En Colombia, la Navidad se enciende oficialmente el 7 de diciembre, con el Día de las Velitas. Esa noche, millones de velas iluminan andenes, ventanas y parques. Es un momento de pedir deseos, agradecer y sentir que la luz colectiva también enciende algo en el corazón. Para quienes están lejos, celebrar Velitas significa recrear ese brillo desde sus casas en NJ, tal vez con menos faroles, pero con el mismo sentimiento.

Diciembre continúa con las novenas, una tradición profundamente familiar. Cada noche del 16 al 24, las familias se reúnen a rezar, cantar villancicos, contar historias de infancia y compartir los sabores más queridos de la temporada: natilla espesa, buñuelos recién fritos, chocolate caliente espumoso, hojaldras y empanadas.

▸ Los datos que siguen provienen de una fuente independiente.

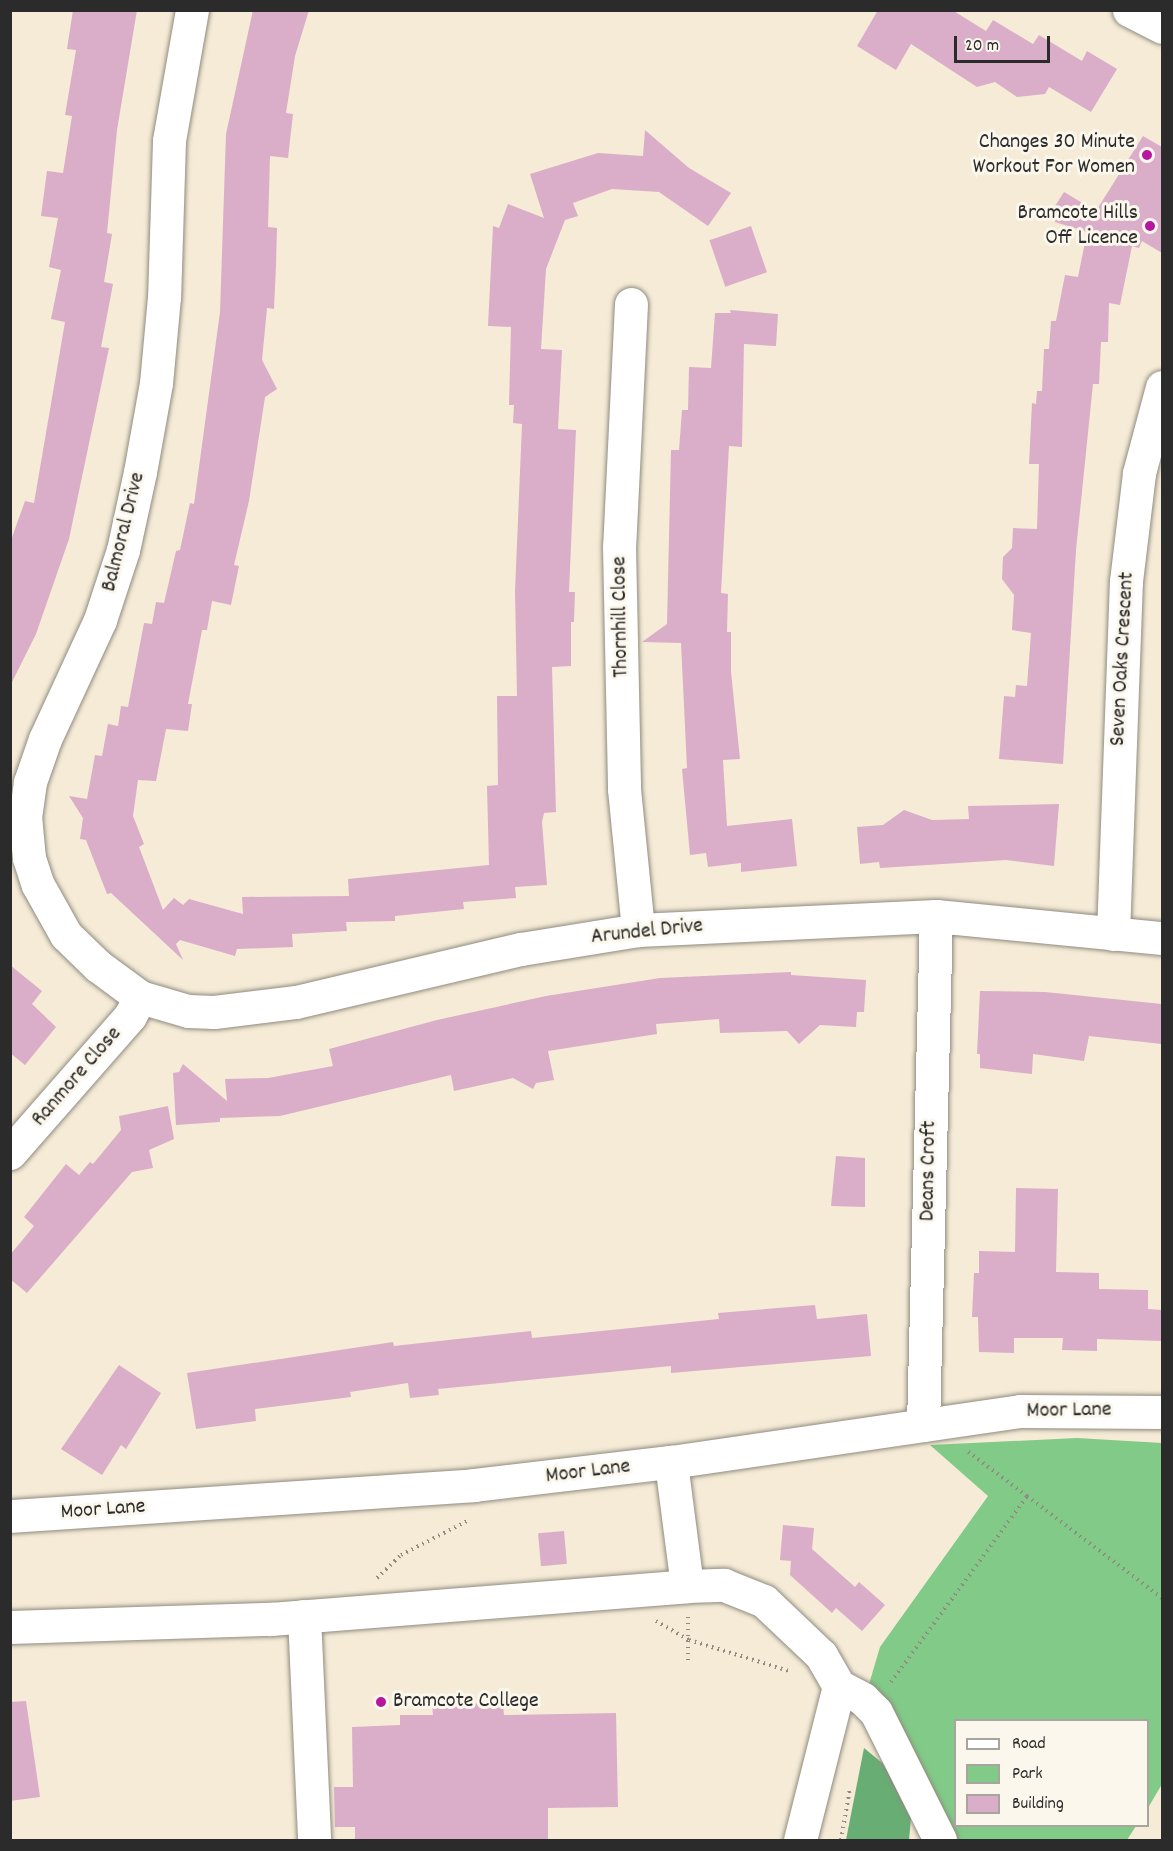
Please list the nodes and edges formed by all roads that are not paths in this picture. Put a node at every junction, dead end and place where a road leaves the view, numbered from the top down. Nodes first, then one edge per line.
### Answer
1 (192, 10) edge
2 (1129, 10) edge
3 (1162, 27) edge
4 (631, 304) dead end
5 (1162, 387) edge
6 (936, 916) junction
7 (638, 930) junction
8 (1113, 934) junction
9 (1162, 938) edge
10 (140, 997) junction
11 (10, 1154) edge
12 (1162, 1412) edge
13 (930, 1424) junction
14 (671, 1462) junction
15 (10, 1516) edge
16 (687, 1586) junction
17 (304, 1617) junction
18 (10, 1627) edge
19 (839, 1686) junction
20 (314, 1840) edge
21 (800, 1840) edge
22 (940, 1840) edge

1 - 10 street, Balmoral Drive
2 - 3 street
4 - 7 street, Thornhill Close
5 - 8 street, Seven Oaks Crescent
6 - 7 street, Arundel Drive
6 - 8 street, Arundel Drive
6 - 13 street, Deans Croft
7 - 10 street, Arundel Drive
8 - 9 street, Arundel Drive
10 - 11 street, Ranmore Close
12 - 13 street, Moor Lane
13 - 14 street, Moor Lane
14 - 15 street, Moor Lane
14 - 16 street
16 - 17 street
16 - 19 street
17 - 18 street
17 - 20 street
19 - 21 street
19 - 22 street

Las novenas son la excusa perfecta para juntarse, reír, conversar y sentir que, sin importar el país, el espíritu navideño colombiano siempre se abre paso.

La música es otro sello distintivo. Los villancicos tradicionales se mezclan con clásicos infaltables como “Año Viejo”, “Faltan 5 pa’ las doce” o cualquier cumbia que haga mover el pie sin pensarlo. Apenas suenan las primeras notas, los colombianos reconocen ese sonido que los transporta a su niñez, a las reuniones en familia y a esos diciembres llenos de magia.

Y por supuesto, está la comida. La Navidad colombiana se saborea. Tamales, lechona, pernil al horno, natilla, buñuelos, arroz con leche y todas esas recetas que pasan de generación en generación. En USA estos sabores se convierten en un refugio emocional, un puente directo a la memoria afectiva. Por eso lugares como Calima Bakery se vuelven punto de encuentro: un espacio donde diciembre huele a canela, a panela y a hogar.

La noche del 24 es el corazón de todo. La familia se viste con estrenos, se organiza la cena, se ponen los regalos bajo el árbol y todos esperan juntos la medianoche. Se cantan villancicos, los niños miran con ilusión y los adultos disfrutan ese rato que, por un día, parece detener el mundo entero. Cuando el reloj marca las 12, llega el abrazo fuerte, los deseos sinceros y el clásico “¡Feliz Navidad!” dicho desde la emoción más pura.

El 31 de diciembre trae consigo una energía completamente distinta. Es la noche de los rituales, los mejores deseos y las risas interminables. Los colombianos siguen agüeros como comer doce uvas, usar ropa interior amarilla, encender velas para atraer prosperidad, correr con una maleta para atraer viajes o guardar billetes en el zapato para llamar la abundancia. Son tradiciones que parecen supersticiones, pero que guardan un significado emocional enorme: la esperanza de un año mejor.

A medianoche, Colombia estalla en música. “Año Viejo” comienza a sonar en todas las casas, la gente baila cumbia, salsa, merengue y todo lo que mantenga el espíritu encendido. El primer abrazo del año es especial, largo, emocional, casi sagrado. Representa cerrar ciclos y recibir el nuevo año con amor y buena energía.

Aunque estemos en New Jersey, estas tradiciones viajan con nosotros. Se transforman, se adaptan, pero no desaparecen. Están en los sabores que buscamos, en las canciones que ponemos en la casa, en la forma en la que decoramos o celebramos con quienes tenemos cerca.

Y en lugares como Calima Bakery, cada diciembre nos recuerda algo importante: no importa cuán lejos estemos, la Navidad colombiana siempre encuentra la manera de sentirse como hogar.